The HFZROBOT exec enters a WAIT state to preserve resources between checking for fault entries to be received. The time interval in number of seconds between receiving fault entries can be specified here. All fault entries on the JES output queue for the chosen user ID are received, then the HFZROBOT exec enters the WAIT.
  • If you set the RFRDSN, XDUMPDSN, and SDUMPDSN options to valid data set name patterns in the HFZOPTLM configuration options load module, there is no need to use the HFZROBEX user exit. (See Customize Z Abend Investigator by using an HFZOPTLM configuration-options module.) In this case, set "use_exit" to 'N'.
  • If you use the HFZROBEX user exit, any dump data set names provided by the exit override the equivalent option setting in HFZOPTLM.
The sample exec uses only a single target history file for all received fault entries. It is possible to assign a target history file that is based on one of these items:
  • The original history file name (in variable 'dsn').

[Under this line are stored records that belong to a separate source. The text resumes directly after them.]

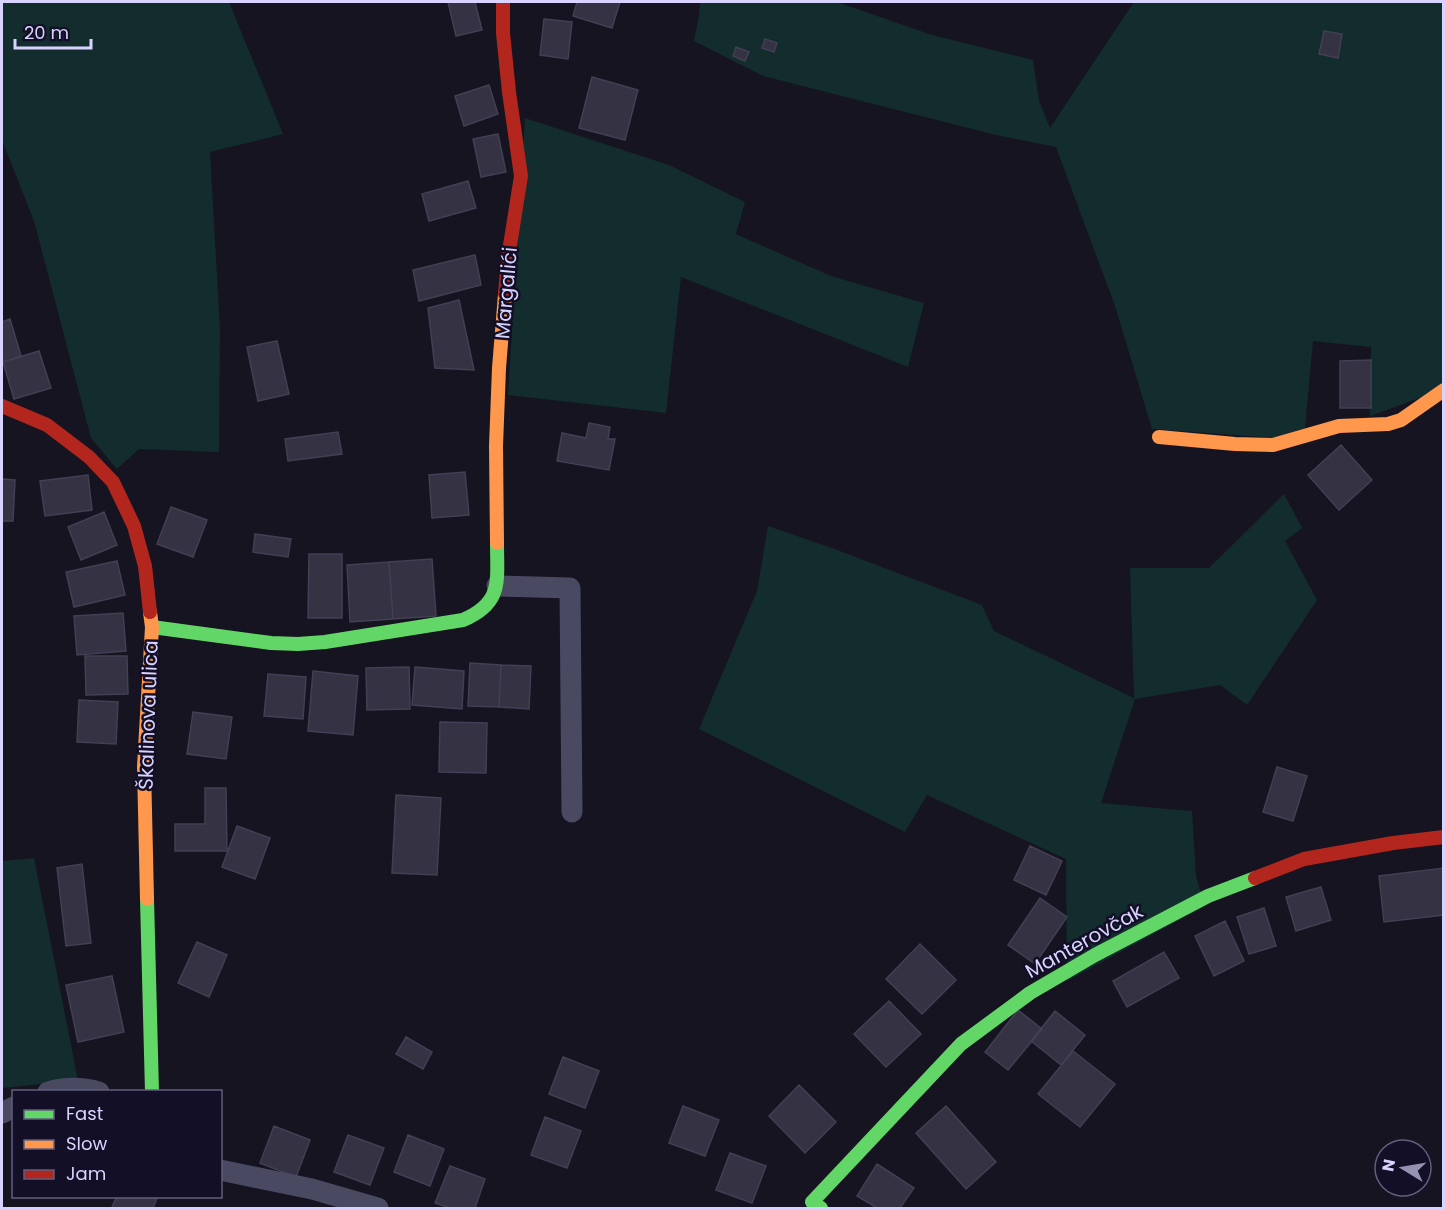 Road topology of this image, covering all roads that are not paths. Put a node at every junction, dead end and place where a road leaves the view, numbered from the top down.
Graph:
1 (503, 2) edge
2 (1443, 390) edge
3 (2, 406) edge
4 (1159, 437) dead end
5 (497, 586) junction
6 (152, 627) junction
7 (572, 812) dead end
8 (1443, 837) edge
9 (54, 1090) edge
10 (89, 1090) edge
11 (152, 1090) edge
12 (222, 1170) edge
13 (810, 1206) edge
14 (378, 1209) edge

1 - 5 street, Margalići
2 - 4 street
3 - 6 street, Škalinova ulica
5 - 6 street
5 - 7 street
6 - 11 street, Škalinova ulica
8 - 13 street, Manterovčak
9 - 10 street
12 - 14 street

  • The sending user ID (in variable 'fromid').
  • The node ID from where it was sent (in variable 'node'),
  • The fault ID itself (in variable 'faultid').
Figure 6 shows a sample batch TSO job to execute the HFZROBOT exec. It is available in softcopy format as member HFZSTSOB in data set HFZ.SHFZSAM1.
Figure 6. Sample TSO batch job to execute HFZROBOT exec (HFZSTSOB)
//HFZSTSOB JOB  <job card parameters>                                
// SET EXECDSN=exec.lib                           <--- verify/change 
//TSOBATCH EXEC PGM=IKJEFT01                                         
//SYSEXEC  DD   DISP=SHR,DSN=&EXECDSN.                               
//SYSPRINT DD   SYSOUT=*                                             
//SYSTSPRT DD   SYSOUT=*                                             
//SYSIN    DD   DUMMY                                                
//SYSTSIN  DD   *                                                    
//HFZEXEC  DD DISP=SHR,DSN=*.TSOBATCH.SYSEXEC                        
Important: Ensure that the user ID under which the HFZROBOT exec is running (in this example, the submitter of the HFZSTSOB job) has update access to both the staging data set and all history files used as targets for imports.

Because the HFZROBOT exec never exits, the HFZSTSOB job executes indefinitely. However, the exec causes the job to enter a WAIT state between attempts to receive incoming data to prevent using unnecessary resources. To end the job, use the MVS CANCEL command during a period of inactivity. Alternatively, the exec could be made to recognize a special file that if sent to the selected user ID could trigger the exit to terminate.

A started task could be defined instead to execute this JCL in order to prevent tying up a JES initiator.